Christian Murdock/The Gazette via AP
A soldier walks past a line of M1 Abrams tanks on Nov. 29, 2016, at Fort Carson in Colorado Springs, Colo. The Biden administration said it will send M1 Abrams tanks to Ukraine, as international reluctance toward sending tanks to the battlefront against the Russians begins to erode, though it could take months or longer for the tanks to be delivered.

A year into the war in Ukraine, some Americans, particularly those on the political right, are questioning American support for Ukraine. Indeed, only last week a group of lawmakers introduced a resolution calling on the United States to “end its military and financial aid to Ukraine and urges all combatants to reach a peace agreement.” Why should the United States spend tens of billions of dollars on a war a half a world away? It’s a fair question.

For many, the primary answer would be that a brutal dictatorship launched an unprovoked attack on a smaller, nascent democracy. Russia has killed thousands of innocent Ukrainians and raped and tortured many more. Almost 8 million Ukrainians have fled the country. Almost 18 million people need humanitarian assistance. These reasons alone would make a compelling enough case for the United States to support Ukraine’s war against Russia.

But, even bracketing the moral concerns, American support for Ukraine remains squarely in its own self-interest. For the last three decades, Republicans and Democratic administrations alike have sought what President George H.W. Bush once described as a Europe that is “whole and free.” Such a goal is not a matter of American benevolence; it is due to economic and strategic interests.

The United States’s trade with Europe, for example, tops $1 trillion annually, making it on one of the United States’s largest trading partners. European allies also routinely top the list of military allies, contributing tens of thousands of troops and billions of their own dollars to American-led operations, most recently in Afghanistan, and also against Islamic State in Iraq. The United States’s security and prosperity has for decades been intertwined with Europe, and it remains so today.

Ukraine’s success protects not just the country itself but the whole of Europe and, with it, American economic and security interests. By contrast, a successful Russian invasion of Ukraine would place a threatening power on the doorstep of American allies, which is also a direct security threat to the United States.

Russia, after all, has meddled in American elections (and promised to do so again in the future), conducted cyberattacks against American institutions and commercial infrastructure, tried to assassinate dissidents and operatives on Western soil and directed proxy groups to engage in a terrorism campaign against Western targets. 

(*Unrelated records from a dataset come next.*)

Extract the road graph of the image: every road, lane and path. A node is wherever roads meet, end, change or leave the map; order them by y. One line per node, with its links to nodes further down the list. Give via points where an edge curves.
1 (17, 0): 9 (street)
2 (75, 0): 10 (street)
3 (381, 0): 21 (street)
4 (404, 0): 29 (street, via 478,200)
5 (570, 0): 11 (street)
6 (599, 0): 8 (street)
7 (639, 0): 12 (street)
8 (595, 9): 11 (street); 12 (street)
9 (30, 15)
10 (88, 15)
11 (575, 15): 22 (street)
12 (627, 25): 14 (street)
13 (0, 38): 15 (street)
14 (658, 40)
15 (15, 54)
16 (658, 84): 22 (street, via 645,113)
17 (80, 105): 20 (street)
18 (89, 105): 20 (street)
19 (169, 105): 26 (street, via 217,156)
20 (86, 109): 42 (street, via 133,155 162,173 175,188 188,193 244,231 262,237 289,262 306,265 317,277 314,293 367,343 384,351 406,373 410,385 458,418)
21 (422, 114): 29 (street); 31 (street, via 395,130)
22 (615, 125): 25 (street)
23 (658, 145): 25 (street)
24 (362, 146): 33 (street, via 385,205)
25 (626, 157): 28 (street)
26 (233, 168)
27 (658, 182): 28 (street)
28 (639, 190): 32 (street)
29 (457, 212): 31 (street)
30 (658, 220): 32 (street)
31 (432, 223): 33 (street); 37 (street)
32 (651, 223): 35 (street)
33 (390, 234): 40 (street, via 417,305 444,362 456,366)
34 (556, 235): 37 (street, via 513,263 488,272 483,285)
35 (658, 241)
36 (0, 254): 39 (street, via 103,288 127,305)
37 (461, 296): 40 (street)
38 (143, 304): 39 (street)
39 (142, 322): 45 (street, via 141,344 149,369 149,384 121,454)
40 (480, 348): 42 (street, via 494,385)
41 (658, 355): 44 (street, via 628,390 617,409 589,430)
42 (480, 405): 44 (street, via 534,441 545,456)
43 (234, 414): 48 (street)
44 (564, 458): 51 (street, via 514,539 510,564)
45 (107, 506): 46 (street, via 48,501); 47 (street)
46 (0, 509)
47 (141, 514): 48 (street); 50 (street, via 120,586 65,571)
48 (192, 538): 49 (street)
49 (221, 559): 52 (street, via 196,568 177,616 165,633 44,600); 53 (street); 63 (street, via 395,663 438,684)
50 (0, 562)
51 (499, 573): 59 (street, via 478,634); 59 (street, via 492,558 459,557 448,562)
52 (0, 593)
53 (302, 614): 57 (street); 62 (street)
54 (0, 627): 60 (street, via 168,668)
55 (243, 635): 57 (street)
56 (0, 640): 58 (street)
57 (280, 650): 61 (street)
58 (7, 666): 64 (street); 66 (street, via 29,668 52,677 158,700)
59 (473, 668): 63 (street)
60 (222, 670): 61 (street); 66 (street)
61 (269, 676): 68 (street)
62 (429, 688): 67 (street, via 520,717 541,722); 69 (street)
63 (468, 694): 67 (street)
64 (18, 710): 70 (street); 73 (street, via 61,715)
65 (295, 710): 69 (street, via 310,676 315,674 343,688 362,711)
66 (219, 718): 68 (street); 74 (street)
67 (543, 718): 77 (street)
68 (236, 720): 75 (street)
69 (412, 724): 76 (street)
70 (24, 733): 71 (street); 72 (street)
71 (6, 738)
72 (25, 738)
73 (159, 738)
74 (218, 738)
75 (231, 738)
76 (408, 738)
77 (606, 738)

Russia’s mercenaries have even outright attacked American forces in Syria. And so, a victory for Ukraine fits squarely within the United States’s interests because it would also mean a Russian defeat.

Further, if the U.S. wants to deter a potential Chinese invasion of Taiwan, or Iranian aggression in the Middle East, then ensuring Russia’s defeat would send a vivid message of deterrence. It signals that inevitable disaster awaits any state that commits such a naked act of aggression.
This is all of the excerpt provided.